INSTRUCTIONS TO FOLLOW. Find all lines with the word "Dasso" in the material, then copy them.

DATA TO PROCESS.
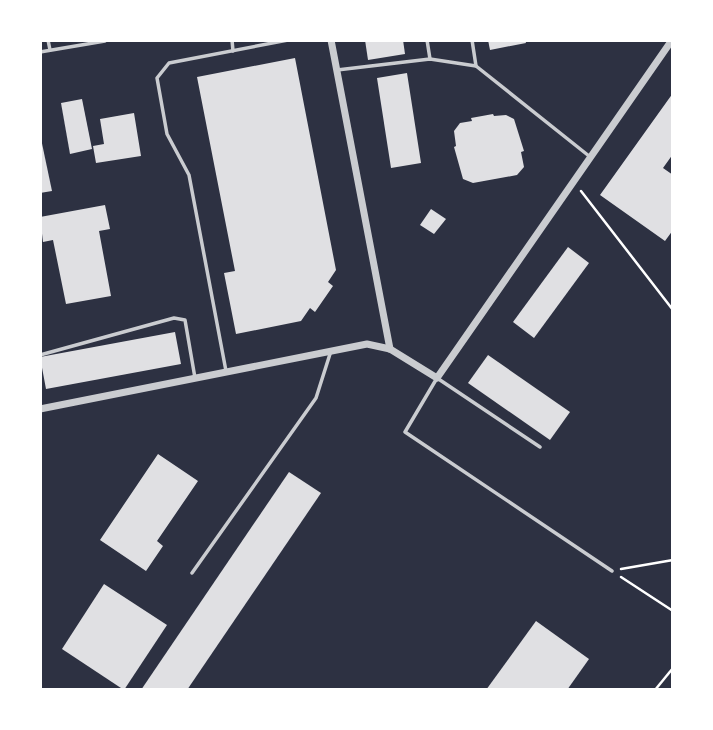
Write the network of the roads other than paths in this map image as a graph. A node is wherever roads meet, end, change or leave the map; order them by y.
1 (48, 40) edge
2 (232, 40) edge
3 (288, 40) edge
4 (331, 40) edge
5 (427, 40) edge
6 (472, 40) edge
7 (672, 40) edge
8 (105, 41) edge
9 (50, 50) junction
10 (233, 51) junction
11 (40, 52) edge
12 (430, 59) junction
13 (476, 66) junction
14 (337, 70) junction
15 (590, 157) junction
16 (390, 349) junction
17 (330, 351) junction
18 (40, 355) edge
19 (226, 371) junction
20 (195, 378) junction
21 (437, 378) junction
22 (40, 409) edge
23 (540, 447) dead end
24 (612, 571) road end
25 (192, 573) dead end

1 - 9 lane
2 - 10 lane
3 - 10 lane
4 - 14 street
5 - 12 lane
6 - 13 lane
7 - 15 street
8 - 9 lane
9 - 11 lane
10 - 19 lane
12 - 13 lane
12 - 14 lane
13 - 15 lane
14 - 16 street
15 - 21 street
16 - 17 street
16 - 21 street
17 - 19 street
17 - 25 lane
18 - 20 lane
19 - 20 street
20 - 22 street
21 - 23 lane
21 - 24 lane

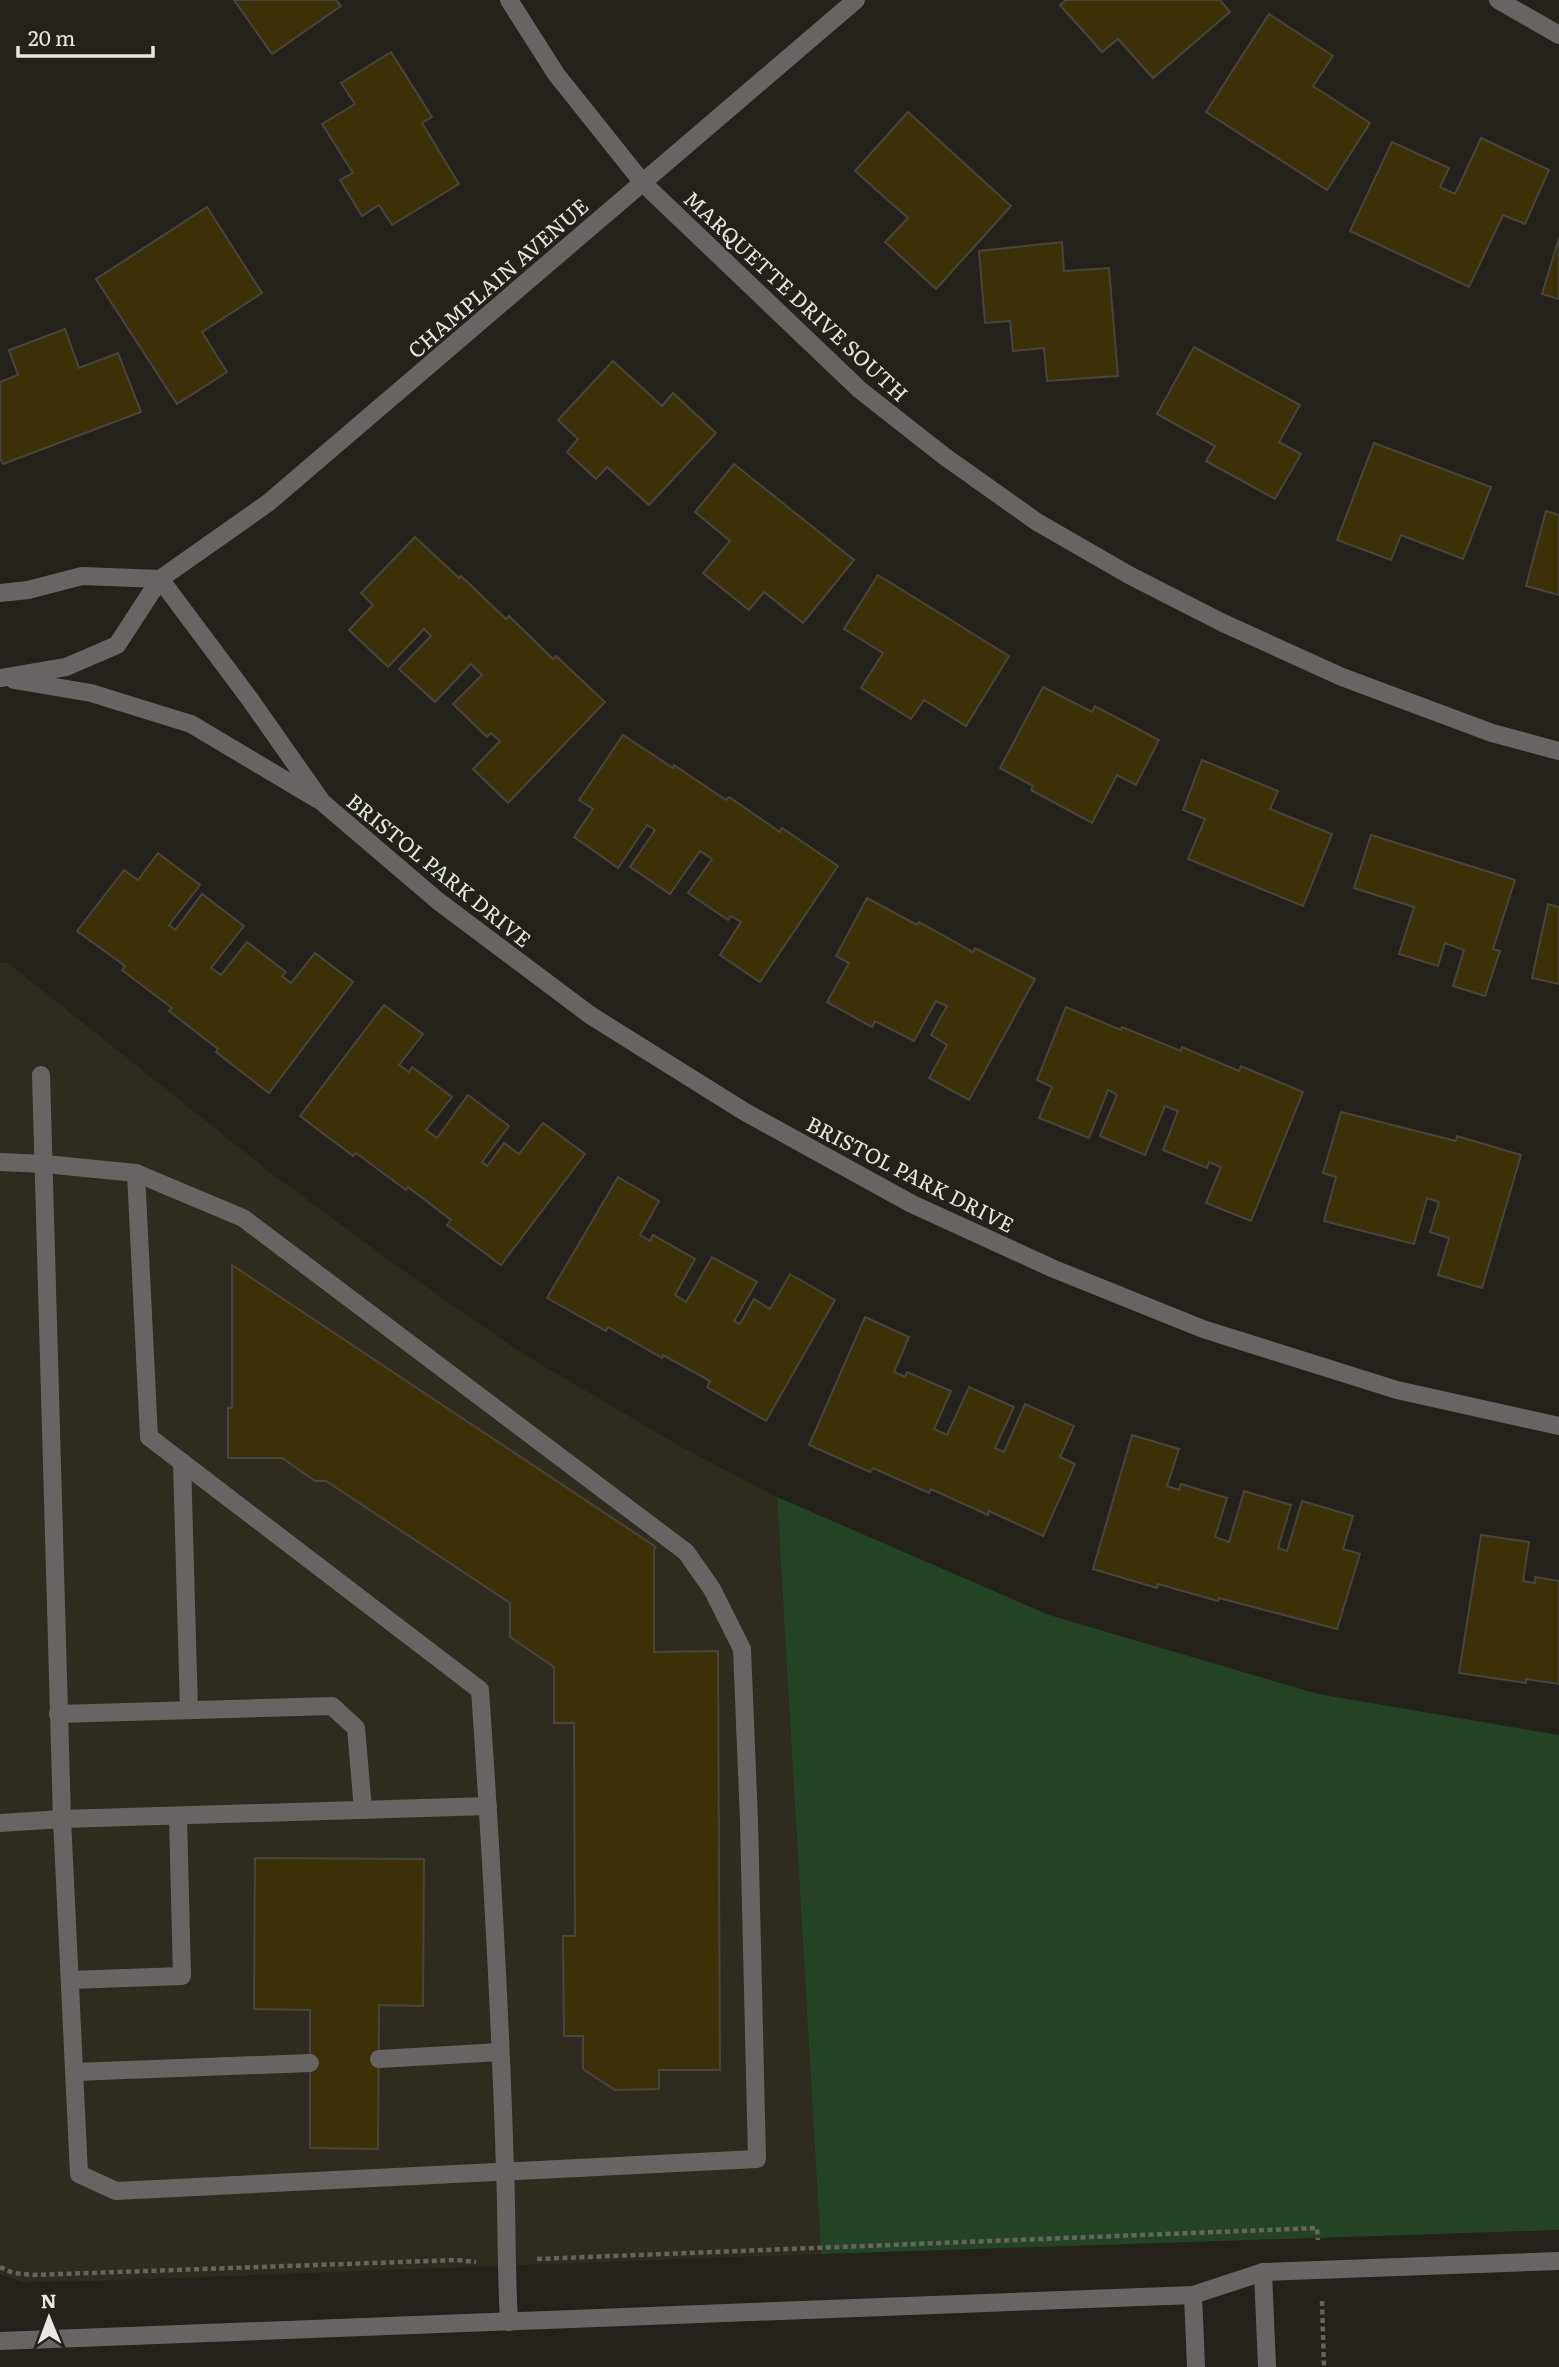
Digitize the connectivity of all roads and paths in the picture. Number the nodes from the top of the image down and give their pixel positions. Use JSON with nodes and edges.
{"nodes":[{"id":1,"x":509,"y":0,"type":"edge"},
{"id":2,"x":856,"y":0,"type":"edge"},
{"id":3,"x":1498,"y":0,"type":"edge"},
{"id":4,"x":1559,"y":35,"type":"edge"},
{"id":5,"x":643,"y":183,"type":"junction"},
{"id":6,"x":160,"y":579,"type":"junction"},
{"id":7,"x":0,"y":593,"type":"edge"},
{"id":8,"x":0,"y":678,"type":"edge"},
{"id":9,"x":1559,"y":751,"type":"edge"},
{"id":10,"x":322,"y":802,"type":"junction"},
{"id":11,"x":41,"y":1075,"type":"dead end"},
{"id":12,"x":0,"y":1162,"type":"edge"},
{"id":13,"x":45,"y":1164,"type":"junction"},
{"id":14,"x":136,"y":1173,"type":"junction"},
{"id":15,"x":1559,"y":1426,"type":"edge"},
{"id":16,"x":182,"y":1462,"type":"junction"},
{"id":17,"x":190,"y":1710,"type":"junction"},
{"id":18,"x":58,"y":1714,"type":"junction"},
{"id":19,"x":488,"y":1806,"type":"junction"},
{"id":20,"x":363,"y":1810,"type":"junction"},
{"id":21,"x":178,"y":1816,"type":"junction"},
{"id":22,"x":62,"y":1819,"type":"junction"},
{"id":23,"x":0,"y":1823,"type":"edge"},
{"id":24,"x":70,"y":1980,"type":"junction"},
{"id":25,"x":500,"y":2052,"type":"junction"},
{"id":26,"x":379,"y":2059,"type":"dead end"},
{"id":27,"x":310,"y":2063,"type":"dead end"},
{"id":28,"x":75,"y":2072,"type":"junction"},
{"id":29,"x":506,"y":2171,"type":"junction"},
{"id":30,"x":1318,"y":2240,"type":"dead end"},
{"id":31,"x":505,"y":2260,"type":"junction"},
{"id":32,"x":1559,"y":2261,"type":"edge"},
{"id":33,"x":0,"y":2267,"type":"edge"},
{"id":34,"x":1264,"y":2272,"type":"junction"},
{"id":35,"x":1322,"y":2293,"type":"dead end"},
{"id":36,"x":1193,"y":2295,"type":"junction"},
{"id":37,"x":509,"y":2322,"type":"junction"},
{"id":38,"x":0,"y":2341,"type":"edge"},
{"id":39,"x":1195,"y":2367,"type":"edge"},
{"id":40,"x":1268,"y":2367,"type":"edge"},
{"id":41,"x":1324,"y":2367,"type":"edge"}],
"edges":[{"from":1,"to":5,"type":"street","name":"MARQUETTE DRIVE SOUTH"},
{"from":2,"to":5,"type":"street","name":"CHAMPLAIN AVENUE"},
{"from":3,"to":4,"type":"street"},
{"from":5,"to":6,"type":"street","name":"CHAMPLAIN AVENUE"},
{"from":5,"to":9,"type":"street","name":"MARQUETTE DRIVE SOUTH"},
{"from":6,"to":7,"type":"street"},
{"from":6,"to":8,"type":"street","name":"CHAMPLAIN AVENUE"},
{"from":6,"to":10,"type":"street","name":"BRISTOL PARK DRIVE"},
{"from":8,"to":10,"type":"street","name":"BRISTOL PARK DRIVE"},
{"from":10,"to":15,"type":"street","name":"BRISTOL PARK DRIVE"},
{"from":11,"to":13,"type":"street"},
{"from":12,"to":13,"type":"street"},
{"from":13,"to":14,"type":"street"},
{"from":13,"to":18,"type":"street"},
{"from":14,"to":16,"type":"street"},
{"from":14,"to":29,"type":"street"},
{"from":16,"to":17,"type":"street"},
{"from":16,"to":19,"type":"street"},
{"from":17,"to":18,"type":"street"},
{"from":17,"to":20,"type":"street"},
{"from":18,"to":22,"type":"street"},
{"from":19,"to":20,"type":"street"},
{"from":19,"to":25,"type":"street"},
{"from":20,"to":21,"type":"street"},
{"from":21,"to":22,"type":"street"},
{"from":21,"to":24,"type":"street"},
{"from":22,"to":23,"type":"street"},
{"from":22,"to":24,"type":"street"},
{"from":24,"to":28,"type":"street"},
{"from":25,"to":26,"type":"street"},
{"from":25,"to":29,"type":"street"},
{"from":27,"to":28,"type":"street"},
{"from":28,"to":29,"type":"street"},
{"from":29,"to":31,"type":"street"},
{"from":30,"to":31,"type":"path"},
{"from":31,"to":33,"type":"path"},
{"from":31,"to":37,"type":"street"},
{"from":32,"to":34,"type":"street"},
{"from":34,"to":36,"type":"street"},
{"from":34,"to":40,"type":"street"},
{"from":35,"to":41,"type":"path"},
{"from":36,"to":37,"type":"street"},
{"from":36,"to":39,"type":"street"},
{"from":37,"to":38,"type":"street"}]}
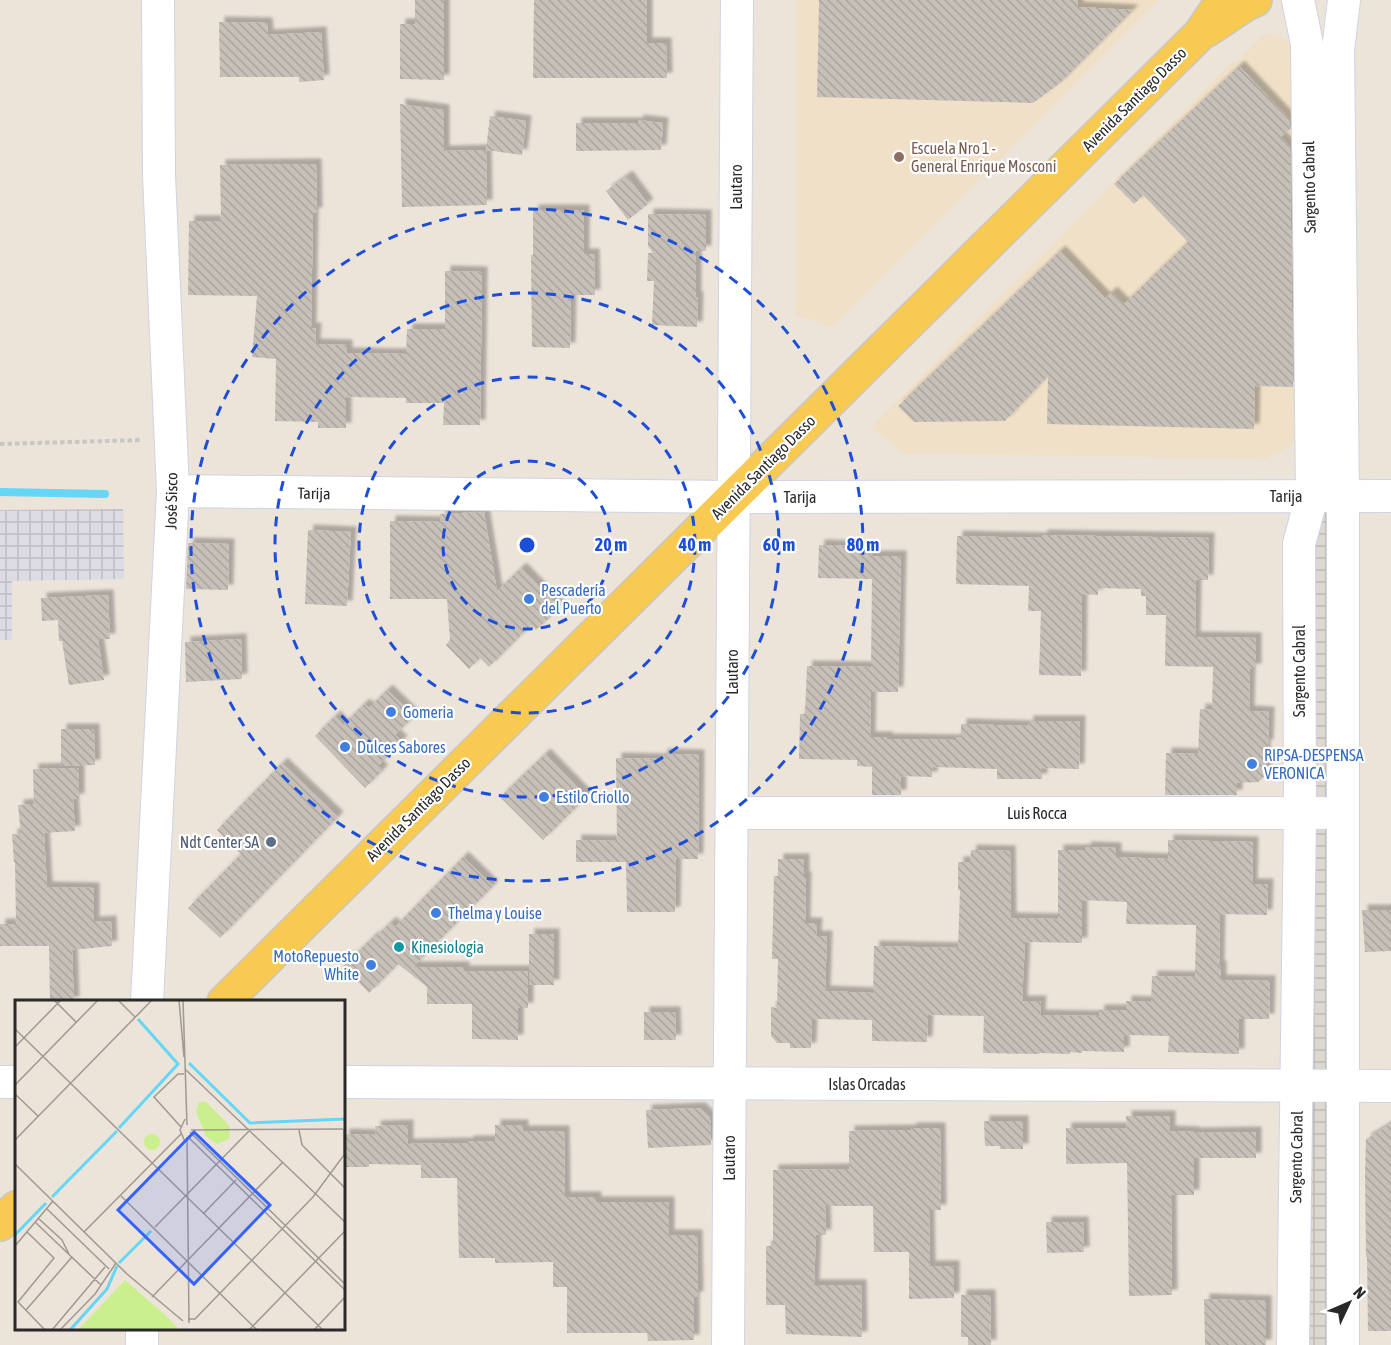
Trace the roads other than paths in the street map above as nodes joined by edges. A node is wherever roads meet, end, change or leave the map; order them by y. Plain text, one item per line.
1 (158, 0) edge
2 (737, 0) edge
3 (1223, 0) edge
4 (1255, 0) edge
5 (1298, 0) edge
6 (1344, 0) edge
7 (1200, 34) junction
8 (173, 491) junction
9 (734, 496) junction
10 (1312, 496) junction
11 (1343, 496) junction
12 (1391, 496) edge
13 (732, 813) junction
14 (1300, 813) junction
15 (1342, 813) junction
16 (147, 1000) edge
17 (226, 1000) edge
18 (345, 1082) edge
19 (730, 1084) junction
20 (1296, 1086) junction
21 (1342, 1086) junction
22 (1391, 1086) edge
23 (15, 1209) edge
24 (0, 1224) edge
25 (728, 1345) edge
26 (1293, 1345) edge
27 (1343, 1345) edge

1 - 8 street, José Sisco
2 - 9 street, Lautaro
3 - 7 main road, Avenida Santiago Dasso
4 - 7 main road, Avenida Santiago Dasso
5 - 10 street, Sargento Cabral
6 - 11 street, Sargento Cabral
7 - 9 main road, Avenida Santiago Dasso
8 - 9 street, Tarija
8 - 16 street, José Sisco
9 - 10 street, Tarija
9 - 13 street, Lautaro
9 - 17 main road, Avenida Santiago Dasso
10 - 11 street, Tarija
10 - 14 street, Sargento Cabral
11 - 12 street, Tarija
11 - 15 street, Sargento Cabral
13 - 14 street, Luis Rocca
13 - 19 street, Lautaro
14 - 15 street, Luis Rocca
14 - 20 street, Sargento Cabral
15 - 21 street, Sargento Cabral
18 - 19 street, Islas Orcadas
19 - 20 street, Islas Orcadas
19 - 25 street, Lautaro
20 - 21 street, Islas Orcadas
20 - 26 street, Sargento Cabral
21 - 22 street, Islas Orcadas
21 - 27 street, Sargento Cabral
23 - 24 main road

TASK SOLUTION.
3 - 7 main road, Avenida Santiago Dasso
4 - 7 main road, Avenida Santiago Dasso
7 - 9 main road, Avenida Santiago Dasso
9 - 17 main road, Avenida Santiago Dasso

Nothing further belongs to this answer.